Given entries:
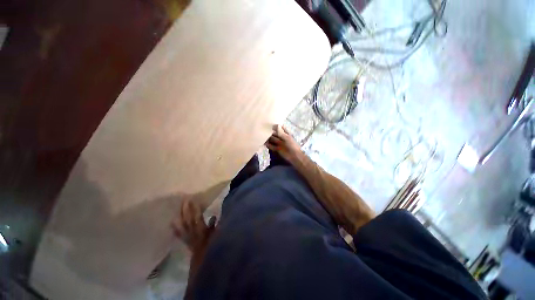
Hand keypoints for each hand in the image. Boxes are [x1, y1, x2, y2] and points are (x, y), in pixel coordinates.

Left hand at [172, 199, 215, 253]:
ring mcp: (189, 238)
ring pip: (183, 226)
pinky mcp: (187, 242)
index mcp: (202, 231)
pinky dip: (176, 229)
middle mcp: (193, 233)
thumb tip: (214, 216)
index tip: (193, 199)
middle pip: (189, 220)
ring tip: (177, 208)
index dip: (195, 208)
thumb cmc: (214, 249)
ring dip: (181, 217)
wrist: (205, 265)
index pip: (198, 217)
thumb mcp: (217, 237)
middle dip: (186, 210)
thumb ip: (215, 227)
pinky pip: (180, 235)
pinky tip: (172, 223)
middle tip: (184, 200)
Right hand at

What the task asks: The response should hold only an exact retyping of the lines from the beginning of the data through the line containing "thumb cmc: (214, 249)", both ends kept, pictures omitted.

Solution for this task:
Hand keypoints for each hand in the image. Boxes are [x1, y1, x2, y2] and points are (x, y), in pixel coordinates.

Left hand at [172, 199, 215, 253]:
ring mcp: (189, 238)
ring pip: (183, 226)
pinky mcp: (187, 242)
index mcp: (202, 231)
pinky dip: (176, 229)
middle mcp: (193, 233)
thumb tip: (214, 216)
index tip: (193, 199)
middle pip: (189, 220)
ring tip: (177, 208)
index dip: (195, 208)
thumb cmc: (214, 249)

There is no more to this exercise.